START Recorded information
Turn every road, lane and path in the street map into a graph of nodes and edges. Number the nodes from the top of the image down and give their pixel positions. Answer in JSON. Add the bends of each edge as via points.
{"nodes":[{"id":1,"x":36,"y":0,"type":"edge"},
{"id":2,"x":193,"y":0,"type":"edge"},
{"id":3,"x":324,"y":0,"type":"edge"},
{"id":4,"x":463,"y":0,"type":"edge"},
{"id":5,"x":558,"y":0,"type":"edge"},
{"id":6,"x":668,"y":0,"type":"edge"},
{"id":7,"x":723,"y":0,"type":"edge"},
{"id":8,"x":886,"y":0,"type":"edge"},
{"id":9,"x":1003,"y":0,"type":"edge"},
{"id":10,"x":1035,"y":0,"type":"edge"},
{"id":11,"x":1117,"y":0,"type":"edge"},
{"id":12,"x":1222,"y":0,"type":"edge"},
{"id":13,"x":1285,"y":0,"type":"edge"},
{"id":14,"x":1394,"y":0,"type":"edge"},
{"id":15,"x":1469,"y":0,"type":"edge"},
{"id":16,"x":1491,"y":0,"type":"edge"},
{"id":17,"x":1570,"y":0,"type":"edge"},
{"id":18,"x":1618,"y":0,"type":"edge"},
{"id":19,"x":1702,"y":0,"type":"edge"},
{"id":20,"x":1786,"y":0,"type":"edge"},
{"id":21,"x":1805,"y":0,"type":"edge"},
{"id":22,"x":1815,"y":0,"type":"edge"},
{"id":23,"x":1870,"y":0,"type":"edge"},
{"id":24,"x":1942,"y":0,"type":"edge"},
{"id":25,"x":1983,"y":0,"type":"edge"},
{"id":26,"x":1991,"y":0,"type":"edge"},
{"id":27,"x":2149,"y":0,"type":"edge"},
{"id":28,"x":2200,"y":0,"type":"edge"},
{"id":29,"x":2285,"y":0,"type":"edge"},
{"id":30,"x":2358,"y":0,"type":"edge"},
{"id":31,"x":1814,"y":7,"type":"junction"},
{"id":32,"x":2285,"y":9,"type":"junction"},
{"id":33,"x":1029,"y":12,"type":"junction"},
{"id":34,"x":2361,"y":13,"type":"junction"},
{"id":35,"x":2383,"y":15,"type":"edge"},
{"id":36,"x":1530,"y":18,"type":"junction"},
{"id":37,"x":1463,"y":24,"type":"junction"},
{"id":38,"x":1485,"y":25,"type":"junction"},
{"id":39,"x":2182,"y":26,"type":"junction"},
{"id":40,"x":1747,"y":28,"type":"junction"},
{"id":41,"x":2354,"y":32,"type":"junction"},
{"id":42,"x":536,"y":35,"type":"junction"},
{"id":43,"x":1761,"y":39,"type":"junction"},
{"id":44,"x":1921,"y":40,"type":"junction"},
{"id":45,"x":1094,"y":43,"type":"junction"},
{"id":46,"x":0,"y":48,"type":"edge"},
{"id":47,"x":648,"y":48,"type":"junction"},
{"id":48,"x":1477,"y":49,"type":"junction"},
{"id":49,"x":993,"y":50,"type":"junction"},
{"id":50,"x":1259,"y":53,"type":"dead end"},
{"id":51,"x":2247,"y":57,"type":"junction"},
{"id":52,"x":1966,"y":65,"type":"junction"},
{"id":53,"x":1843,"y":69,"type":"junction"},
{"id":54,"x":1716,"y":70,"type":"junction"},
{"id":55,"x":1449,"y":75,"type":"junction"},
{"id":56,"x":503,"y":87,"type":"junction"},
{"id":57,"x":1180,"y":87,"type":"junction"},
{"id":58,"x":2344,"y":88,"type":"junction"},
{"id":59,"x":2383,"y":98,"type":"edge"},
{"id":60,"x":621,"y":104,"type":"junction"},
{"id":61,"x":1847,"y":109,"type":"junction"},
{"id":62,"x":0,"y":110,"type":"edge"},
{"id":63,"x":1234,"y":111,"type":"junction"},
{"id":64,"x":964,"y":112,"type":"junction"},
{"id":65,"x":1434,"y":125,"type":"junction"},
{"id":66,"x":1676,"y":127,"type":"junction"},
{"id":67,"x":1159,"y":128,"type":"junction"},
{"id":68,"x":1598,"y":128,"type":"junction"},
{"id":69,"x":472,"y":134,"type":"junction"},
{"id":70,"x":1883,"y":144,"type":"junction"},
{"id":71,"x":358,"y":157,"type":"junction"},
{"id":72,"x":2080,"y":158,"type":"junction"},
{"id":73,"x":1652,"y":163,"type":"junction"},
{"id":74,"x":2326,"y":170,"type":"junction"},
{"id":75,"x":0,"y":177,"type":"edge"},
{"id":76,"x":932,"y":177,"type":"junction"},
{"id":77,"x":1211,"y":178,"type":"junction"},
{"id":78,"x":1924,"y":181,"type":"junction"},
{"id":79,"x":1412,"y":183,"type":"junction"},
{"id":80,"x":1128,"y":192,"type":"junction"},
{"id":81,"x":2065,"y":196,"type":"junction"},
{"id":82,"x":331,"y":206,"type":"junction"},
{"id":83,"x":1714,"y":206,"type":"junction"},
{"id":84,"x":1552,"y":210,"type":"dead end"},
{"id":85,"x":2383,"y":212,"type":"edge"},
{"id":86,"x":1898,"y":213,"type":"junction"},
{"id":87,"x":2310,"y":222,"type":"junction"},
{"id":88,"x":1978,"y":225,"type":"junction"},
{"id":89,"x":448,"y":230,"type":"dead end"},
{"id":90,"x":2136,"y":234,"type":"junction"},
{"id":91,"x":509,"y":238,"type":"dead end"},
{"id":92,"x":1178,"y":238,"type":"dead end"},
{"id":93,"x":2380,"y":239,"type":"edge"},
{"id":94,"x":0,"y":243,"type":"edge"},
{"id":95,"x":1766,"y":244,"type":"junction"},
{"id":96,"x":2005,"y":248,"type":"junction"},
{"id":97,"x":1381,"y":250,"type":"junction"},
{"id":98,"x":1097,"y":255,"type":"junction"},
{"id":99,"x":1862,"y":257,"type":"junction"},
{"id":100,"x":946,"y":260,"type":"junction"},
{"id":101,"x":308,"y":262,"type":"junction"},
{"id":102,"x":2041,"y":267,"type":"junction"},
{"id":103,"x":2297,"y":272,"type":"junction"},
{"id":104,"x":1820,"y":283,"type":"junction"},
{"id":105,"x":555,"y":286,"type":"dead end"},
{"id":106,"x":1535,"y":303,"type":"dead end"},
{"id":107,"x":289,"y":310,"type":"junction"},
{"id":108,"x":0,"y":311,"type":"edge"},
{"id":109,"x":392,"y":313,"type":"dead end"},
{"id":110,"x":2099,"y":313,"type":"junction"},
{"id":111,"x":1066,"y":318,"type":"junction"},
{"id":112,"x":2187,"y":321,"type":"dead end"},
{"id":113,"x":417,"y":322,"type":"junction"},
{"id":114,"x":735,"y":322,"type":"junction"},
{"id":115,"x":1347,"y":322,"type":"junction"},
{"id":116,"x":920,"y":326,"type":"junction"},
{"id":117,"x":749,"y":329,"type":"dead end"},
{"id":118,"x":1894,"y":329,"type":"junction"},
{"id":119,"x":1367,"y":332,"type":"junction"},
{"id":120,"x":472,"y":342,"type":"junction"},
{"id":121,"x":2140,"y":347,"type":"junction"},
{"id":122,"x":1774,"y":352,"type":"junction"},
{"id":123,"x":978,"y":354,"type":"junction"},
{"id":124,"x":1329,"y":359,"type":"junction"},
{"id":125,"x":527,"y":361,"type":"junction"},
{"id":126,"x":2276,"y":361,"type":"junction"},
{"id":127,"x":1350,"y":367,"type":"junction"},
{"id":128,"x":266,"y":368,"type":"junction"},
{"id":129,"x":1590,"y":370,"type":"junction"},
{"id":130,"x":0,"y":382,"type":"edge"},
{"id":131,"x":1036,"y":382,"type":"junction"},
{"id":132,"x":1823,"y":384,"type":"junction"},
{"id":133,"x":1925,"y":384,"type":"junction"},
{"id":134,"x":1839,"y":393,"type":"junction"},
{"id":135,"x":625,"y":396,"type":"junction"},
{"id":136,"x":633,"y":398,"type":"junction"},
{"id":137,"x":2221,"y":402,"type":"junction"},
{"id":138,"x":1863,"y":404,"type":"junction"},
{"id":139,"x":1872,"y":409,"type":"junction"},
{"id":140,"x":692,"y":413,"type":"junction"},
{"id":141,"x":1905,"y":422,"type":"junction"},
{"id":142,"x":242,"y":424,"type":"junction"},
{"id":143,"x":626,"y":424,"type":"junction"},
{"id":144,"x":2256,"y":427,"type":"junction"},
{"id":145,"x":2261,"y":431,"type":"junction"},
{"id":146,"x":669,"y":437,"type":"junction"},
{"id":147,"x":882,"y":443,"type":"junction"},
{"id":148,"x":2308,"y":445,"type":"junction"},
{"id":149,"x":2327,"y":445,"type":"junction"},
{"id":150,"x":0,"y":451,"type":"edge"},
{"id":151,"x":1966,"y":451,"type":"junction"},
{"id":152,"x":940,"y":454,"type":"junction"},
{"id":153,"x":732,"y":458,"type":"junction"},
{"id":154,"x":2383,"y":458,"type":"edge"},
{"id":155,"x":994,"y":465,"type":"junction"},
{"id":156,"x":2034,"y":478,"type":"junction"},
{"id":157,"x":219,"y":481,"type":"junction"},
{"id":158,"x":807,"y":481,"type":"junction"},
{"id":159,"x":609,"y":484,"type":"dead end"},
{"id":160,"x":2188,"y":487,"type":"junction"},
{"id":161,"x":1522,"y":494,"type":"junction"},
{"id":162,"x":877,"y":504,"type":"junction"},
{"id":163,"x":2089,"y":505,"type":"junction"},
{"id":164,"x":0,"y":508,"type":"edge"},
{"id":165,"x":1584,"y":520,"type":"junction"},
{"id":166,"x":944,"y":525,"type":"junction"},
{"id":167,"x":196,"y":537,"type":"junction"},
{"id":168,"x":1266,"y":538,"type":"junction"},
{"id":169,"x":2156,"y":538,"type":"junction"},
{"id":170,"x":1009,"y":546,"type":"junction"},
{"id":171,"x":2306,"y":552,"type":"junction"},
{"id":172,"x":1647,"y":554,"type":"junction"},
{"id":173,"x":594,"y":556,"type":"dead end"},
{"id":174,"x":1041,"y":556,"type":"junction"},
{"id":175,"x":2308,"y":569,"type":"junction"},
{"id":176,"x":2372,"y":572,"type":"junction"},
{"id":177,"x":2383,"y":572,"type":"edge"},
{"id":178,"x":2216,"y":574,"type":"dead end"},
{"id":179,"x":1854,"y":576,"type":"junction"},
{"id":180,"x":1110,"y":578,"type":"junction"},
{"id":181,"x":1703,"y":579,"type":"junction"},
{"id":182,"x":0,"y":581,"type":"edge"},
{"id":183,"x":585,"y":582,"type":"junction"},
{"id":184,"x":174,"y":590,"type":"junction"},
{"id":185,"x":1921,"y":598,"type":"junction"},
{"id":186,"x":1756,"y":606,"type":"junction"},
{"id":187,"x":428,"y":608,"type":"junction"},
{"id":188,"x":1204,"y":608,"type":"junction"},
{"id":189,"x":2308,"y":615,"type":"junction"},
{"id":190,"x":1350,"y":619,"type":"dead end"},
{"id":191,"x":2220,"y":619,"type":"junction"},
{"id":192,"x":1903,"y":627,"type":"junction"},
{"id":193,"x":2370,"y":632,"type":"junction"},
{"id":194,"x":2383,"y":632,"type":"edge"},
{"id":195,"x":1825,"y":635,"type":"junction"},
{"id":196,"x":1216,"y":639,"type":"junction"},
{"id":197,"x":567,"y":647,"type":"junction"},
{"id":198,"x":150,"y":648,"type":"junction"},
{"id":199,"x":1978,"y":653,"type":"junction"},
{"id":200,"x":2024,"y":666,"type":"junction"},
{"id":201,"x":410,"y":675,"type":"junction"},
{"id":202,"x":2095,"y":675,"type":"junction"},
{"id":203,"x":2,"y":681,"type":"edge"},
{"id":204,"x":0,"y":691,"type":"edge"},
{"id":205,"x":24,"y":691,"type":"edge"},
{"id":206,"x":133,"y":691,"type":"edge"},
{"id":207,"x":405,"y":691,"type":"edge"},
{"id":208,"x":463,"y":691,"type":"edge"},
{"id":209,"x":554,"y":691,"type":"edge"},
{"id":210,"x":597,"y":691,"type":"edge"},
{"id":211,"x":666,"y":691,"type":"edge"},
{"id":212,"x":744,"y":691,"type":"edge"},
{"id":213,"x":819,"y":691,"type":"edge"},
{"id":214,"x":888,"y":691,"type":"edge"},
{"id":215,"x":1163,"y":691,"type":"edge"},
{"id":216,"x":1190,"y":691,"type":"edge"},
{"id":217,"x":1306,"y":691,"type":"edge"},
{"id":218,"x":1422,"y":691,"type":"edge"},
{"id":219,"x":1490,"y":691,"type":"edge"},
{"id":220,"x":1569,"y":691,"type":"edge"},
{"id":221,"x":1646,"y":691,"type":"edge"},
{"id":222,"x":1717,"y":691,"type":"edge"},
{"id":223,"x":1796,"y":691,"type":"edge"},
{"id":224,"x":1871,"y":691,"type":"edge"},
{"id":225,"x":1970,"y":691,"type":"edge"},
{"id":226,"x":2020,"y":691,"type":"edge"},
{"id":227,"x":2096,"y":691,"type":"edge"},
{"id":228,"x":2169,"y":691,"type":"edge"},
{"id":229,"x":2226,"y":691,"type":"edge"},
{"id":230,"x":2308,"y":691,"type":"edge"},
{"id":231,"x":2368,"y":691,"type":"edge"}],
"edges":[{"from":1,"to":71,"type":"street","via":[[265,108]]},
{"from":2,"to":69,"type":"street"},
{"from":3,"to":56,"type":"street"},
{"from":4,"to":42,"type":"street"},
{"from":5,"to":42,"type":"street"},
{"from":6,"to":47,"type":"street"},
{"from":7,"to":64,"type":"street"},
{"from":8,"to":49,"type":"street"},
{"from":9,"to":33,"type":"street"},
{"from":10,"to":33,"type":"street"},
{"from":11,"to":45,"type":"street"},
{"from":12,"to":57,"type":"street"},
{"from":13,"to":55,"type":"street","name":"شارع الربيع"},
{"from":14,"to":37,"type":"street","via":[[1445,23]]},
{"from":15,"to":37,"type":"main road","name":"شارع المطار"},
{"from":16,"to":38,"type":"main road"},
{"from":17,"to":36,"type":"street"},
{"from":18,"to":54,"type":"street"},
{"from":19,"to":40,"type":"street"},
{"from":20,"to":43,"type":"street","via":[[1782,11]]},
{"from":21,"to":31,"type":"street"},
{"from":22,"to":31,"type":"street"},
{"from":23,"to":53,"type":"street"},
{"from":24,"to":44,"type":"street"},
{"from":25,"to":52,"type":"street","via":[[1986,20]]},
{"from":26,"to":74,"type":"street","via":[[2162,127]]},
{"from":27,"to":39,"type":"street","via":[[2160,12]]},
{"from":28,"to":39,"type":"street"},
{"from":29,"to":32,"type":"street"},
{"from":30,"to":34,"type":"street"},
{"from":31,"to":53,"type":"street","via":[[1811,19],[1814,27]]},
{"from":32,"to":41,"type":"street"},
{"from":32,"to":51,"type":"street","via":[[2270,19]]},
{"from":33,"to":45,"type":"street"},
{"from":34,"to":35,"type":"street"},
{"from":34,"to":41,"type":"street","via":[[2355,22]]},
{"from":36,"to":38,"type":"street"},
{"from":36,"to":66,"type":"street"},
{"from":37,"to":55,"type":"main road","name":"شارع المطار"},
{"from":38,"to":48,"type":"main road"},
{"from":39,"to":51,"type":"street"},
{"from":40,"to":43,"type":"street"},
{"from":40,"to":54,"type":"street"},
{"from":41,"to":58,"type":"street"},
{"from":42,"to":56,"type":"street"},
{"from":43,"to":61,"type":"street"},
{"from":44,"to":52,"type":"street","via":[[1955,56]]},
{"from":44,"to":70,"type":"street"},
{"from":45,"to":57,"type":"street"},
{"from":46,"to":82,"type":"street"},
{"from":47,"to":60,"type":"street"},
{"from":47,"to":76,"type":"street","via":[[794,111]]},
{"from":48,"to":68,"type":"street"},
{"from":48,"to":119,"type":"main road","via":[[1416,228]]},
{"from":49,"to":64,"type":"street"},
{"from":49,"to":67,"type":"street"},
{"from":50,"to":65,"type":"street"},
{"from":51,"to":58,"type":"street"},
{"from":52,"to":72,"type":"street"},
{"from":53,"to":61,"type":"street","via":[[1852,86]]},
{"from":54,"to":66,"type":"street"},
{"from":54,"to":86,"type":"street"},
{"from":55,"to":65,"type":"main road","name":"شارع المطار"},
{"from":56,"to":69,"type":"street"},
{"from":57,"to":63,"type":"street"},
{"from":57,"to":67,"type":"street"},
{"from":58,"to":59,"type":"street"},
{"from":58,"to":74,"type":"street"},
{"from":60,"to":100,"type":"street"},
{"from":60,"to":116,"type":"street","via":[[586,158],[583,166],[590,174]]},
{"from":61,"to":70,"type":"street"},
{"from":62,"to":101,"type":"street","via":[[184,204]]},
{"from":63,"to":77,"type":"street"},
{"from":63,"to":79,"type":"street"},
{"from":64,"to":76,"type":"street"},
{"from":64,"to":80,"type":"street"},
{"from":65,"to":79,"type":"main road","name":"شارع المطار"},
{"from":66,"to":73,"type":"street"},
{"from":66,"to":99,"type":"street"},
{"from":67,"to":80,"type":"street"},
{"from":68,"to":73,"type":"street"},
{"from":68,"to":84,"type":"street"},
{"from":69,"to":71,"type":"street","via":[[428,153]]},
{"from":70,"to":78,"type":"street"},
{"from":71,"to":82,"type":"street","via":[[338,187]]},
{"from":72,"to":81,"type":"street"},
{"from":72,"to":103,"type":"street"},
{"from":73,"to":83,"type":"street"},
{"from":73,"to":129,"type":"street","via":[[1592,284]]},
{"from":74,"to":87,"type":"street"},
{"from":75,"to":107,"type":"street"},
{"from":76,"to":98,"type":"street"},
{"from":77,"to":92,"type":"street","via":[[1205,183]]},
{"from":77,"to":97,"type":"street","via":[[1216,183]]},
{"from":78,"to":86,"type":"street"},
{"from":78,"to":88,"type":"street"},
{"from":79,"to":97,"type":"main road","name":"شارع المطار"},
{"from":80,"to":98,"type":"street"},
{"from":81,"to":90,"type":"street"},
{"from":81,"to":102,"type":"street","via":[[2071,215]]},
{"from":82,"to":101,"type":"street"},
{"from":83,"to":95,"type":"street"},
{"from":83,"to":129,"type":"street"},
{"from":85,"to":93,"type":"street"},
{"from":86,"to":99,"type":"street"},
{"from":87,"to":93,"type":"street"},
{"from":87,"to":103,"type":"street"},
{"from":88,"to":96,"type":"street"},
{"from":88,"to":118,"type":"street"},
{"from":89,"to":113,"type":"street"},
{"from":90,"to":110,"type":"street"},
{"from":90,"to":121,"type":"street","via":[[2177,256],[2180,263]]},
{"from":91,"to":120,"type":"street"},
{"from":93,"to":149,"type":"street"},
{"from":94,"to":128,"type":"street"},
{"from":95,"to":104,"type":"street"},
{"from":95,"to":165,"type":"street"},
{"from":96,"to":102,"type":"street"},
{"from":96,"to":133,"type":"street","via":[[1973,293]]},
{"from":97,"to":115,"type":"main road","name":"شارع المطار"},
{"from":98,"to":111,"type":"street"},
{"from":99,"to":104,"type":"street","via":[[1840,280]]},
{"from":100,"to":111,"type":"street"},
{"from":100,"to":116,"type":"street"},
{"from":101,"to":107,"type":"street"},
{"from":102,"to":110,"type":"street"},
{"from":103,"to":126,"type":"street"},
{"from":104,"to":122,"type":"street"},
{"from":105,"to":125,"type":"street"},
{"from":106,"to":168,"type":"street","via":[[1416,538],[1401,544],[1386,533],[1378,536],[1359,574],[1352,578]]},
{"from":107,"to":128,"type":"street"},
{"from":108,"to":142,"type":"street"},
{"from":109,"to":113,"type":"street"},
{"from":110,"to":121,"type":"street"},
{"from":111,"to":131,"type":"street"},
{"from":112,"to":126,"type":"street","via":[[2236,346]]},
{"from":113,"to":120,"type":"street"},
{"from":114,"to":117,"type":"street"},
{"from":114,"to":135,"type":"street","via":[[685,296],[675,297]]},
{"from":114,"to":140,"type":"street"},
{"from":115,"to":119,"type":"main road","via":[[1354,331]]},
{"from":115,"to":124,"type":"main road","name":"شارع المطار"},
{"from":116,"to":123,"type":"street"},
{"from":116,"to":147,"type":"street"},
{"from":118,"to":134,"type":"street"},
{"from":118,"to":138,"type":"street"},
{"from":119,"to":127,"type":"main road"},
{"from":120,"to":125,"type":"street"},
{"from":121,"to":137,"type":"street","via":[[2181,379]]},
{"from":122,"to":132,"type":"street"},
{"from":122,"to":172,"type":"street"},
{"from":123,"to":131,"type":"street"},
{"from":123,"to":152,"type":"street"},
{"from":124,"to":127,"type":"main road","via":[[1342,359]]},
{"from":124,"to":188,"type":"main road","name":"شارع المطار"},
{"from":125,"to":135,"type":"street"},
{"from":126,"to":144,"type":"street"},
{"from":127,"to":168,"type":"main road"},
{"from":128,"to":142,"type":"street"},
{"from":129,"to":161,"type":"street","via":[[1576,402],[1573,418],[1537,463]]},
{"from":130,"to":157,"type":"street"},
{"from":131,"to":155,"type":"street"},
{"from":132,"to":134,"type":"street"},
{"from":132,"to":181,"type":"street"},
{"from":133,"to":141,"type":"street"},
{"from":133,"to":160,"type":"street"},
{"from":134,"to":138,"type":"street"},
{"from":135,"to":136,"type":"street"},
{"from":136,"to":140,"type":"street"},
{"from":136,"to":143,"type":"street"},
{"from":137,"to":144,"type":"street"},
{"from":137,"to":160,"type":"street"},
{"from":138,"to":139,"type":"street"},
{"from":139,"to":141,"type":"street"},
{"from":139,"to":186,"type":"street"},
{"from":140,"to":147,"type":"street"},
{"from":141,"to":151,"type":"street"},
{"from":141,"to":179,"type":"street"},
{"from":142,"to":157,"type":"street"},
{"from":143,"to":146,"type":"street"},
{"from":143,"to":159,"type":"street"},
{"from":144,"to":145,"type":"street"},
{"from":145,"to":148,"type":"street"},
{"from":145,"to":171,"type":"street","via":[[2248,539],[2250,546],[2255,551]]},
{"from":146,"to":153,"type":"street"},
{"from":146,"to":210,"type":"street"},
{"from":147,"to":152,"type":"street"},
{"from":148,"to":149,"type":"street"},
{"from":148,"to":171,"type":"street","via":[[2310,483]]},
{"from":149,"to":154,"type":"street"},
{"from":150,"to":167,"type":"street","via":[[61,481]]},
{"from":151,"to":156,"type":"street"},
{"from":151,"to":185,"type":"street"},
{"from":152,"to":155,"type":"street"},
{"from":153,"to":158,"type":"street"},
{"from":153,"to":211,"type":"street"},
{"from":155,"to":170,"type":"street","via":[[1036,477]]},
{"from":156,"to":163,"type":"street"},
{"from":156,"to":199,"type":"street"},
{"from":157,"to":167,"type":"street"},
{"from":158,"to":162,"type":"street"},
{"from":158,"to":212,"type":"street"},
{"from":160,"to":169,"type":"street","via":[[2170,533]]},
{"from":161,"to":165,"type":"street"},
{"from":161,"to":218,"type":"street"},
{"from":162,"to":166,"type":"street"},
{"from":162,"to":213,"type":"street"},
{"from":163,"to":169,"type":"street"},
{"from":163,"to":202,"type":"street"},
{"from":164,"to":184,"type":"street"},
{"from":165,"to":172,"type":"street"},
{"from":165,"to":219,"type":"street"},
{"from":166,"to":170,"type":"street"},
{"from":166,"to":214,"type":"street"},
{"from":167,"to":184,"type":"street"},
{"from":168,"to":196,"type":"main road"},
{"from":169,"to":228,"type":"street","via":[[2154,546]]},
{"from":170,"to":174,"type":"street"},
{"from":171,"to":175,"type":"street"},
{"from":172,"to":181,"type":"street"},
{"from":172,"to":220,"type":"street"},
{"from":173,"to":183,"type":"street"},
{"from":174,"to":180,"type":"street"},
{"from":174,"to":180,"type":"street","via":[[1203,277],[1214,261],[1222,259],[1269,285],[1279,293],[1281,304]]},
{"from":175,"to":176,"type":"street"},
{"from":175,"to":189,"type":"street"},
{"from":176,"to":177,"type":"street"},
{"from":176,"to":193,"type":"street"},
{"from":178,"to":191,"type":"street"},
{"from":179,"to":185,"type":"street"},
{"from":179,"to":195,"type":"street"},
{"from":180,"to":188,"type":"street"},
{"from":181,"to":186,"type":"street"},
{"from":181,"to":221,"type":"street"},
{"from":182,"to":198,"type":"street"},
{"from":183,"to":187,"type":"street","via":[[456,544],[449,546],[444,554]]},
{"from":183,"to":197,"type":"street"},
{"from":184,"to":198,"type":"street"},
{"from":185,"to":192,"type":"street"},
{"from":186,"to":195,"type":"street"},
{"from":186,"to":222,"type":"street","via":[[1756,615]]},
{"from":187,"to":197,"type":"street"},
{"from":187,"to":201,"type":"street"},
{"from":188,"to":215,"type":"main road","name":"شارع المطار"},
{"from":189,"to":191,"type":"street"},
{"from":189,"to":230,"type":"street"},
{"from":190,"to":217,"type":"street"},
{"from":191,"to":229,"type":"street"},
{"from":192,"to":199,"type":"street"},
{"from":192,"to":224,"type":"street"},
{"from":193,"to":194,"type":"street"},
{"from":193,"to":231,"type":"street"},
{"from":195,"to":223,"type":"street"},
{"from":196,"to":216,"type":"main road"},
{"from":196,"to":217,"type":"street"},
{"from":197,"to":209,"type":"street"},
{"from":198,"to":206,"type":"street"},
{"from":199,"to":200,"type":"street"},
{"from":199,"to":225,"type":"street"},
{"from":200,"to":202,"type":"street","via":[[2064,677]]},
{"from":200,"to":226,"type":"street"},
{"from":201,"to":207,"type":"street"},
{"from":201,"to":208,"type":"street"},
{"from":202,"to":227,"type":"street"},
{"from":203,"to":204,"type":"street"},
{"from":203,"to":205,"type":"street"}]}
END Recorded information
Each line above that contains the word "شارع" should be copied.

{"from":13,"to":55,"type":"street","name":"شارع الربيع"},
{"from":15,"to":37,"type":"main road","name":"شارع المطار"},
{"from":37,"to":55,"type":"main road","name":"شارع المطار"},
{"from":55,"to":65,"type":"main road","name":"شارع المطار"},
{"from":65,"to":79,"type":"main road","name":"شارع المطار"},
{"from":79,"to":97,"type":"main road","name":"شارع المطار"},
{"from":97,"to":115,"type":"main road","name":"شارع المطار"},
{"from":115,"to":124,"type":"main road","name":"شارع المطار"},
{"from":124,"to":188,"type":"main road","name":"شارع المطار"},
{"from":188,"to":215,"type":"main road","name":"شارع المطار"},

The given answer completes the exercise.